Sinaloa: cuando la violencia ya no explica todo

LA VERDAD Y EL CAMINO

Por: Aquiles Galan

Sinaloa no se rompió de golpe. Se fue resquebrajando a pedazos, hasta que el ruido dejó de ser una alarma y se volvió paisaje. En julio de 2024, la captura de Ismael “El Mayo” Zambada en Estados Unidos encendió las alertas sobre una posible fractura dentro del Cártel de Sinaloa. Medios de información advirtieron entonces que esa detención podía detonar una nueva ola de violencia en el estado, y lo que vino después confirmó que la advertencia no era menor.

El 9 de septiembre de 2024 la fractura se convirtió en guerra abierta. Reuters documentó balaceras, cierres de escuelas, cancelación de celebraciones patrias y una Culiacán prácticamente paralizada por los enfrentamientos entre facciones del cártel. Para los sinaloenses, la violencia dejó de ser una nota de periódico y pasó a ser parte de la vida diaria: salir, trabajar, llevar a los hijos a la escuela, todo empezó a hacerse bajo la lógica del miedo.

En los días siguientes, el saldo siguió creciendo. Medios de comunicación reportaron 19 homicidios en cinco días y, para finales de septiembre de 2024, más de 100 personas muertas o desaparecidas en medio del conflicto interno.
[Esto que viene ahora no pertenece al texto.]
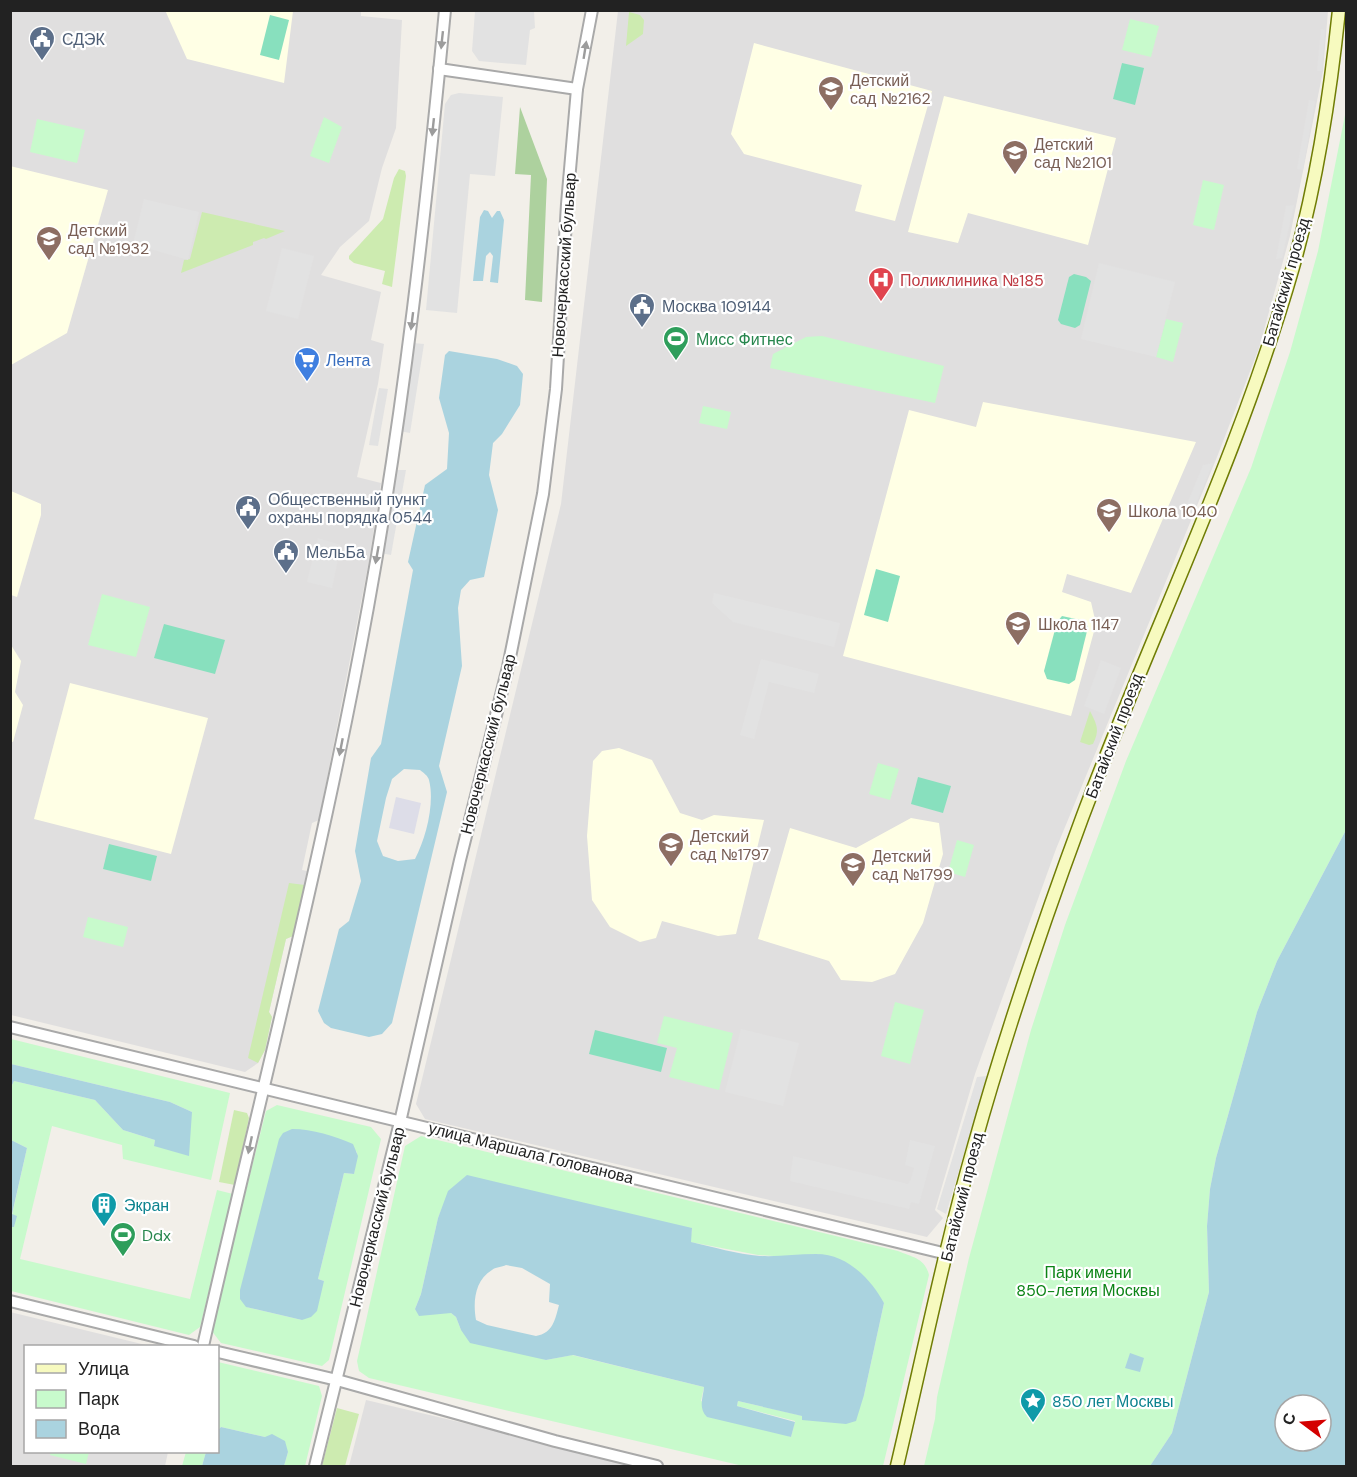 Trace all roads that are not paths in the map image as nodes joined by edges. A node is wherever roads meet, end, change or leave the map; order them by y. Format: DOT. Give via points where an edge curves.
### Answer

Ese dato importa no solo por la cifra, sino por lo que revela: cuando la violencia se mantiene por semanas, ya no estamos ante una crisis aislada, sino ante un desorden estructural que descompone la autoridad, la economía y la confianza pública.

Después vino el desgaste social. En enero de 2025, se registró marchas por la paz en Culiacán y testimonios de ciudadanos que pedían ayuda ante una violencia que sentían fuera de control. Ahí cambió el tono del problema. Ya no era solo una disputa entre criminales. Era también una denuncia contra la impotencia del Estado para proteger a su gente. Cuando una sociedad sale a exigir paz, está diciendo algo muy simple: ya no le cree a la normalidad oficial.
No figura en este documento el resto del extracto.